A third pattern is specific to multi-call transactions. Protocols that batch operations use multicall or custom batch execution contracts — the calldata for the outer call contains encoded sub-calls. The device displays the outer function selector, not the inner operations. Even with CAL registration of the outer contract, the inner calldata is opaque. Attackers who can inject additional calls into a batch transaction — for instance, by compromising the front end after a legitimate domain was established — can add a token drain operation to a batch that the user believes contains only their intended swap or liquidity operation.

The gap that EIP-7702 and new standards don't yet close

Newer account abstraction standards and improved wallet firmware have improved the situation at the margin — Ledger Stax's larger display makes scrolling through EIP-712 fields more practical, and the Ethereum app's native EIP-712 support on current firmware versions handles more protocols without hash fallback. But two gaps remain that these improvements don't close.

First, the CAL coverage problem doesn't go away with better hardware. New protocols, forked contracts, and chain-specific deployments will always outpace the CAL update cycle. Hardware that's excellent at displaying registered contract data still falls back to hash display for unregistered contracts, and the DeFi ecosystem adds contracts faster than any registry can keep up with.

Second, even decoded display requires the user to actually read and verify the decoded output. The security benefit of a Stax display over a Nano S display is real but depends on the habit of verification. A trader who has confirmed hundreds of transactions by glancing at the operation name and amount — without checking recipient address, chain ID, or spender permissions — has conditioned themselves to approve transactions with less information than the display is providing. Better display doesn't change that habit automatically.

We're not saying hardware wallets have failed — signing with a hardware wallet remains materially safer than signing with a hot wallet or browser extension key storage for most threat models. The point is that "hardware wallet" and "safe signing" are not synonyms. The safety comes from the verification habit, and blind signing is the condition where that verification is structurally impossible regardless of habit.

What actually reduces blind signing risk

The practical mitigations, in order of impact:

  • Disable blind signing by default. Re-enable it only for specific sessions when required, and re-disable immediately after. Leaving it permanently on removes the friction that causes you to notice when a request should be readable but isn't.
  • Decode calldata before the hardware wallet prompt. Before you confirm on the device, verify the decoded function call and parameters from an independent source — a block explorer's transaction decoder, or a signing surface that pre-decodes the calldata against the contract ABI. If the pre-decode and the device display disagree, do not confirm.
  • For EIP-712 requests: read the full domain separator. Specifically verify chainId and verifyingContract. A permit or order signature with the wrong chain ID or spender is an exploit payload, not a benign message.
  • For high-value transactions: slow down deliberately. The confirmation habit of "glance and press" is a behavior pattern exploiters depend on. An attacker constructing a phishing payload hopes you confirm before you've read to the part that would have stopped you.

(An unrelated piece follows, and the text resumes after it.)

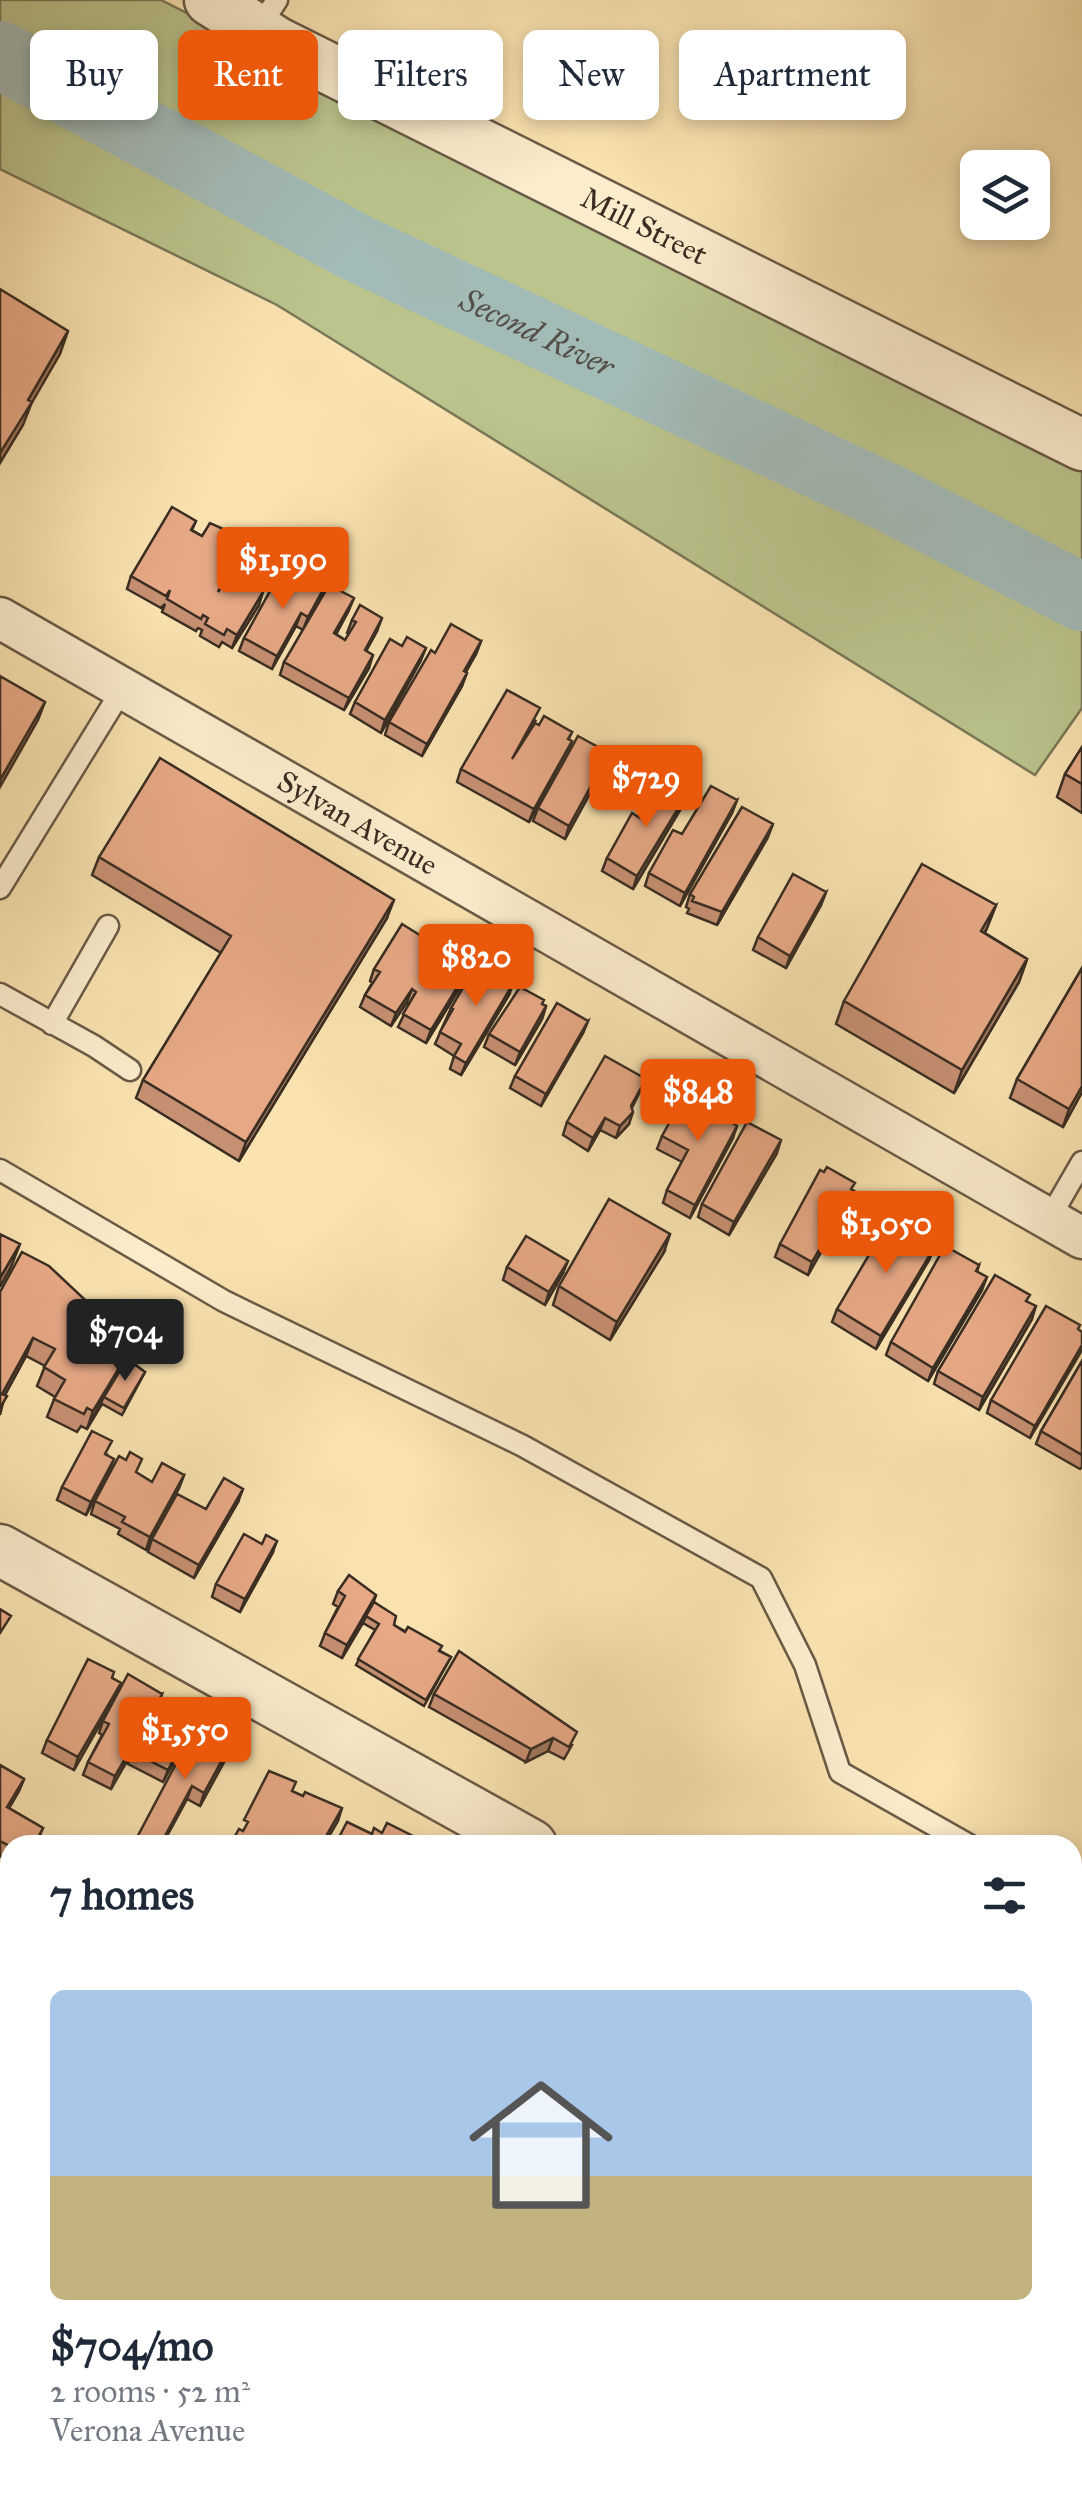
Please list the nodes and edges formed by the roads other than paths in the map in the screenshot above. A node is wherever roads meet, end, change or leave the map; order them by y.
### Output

The fundamental problem is that the attack surface requires you to do something active — read and verify — at a moment when the system architecture is not forcing you to. Hardware wallets were designed to be the verification layer between the software you can't fully trust and the signature you're about to produce. That design only works if you use the verification capability the device provides, at every confirmation, including the boring routine ones.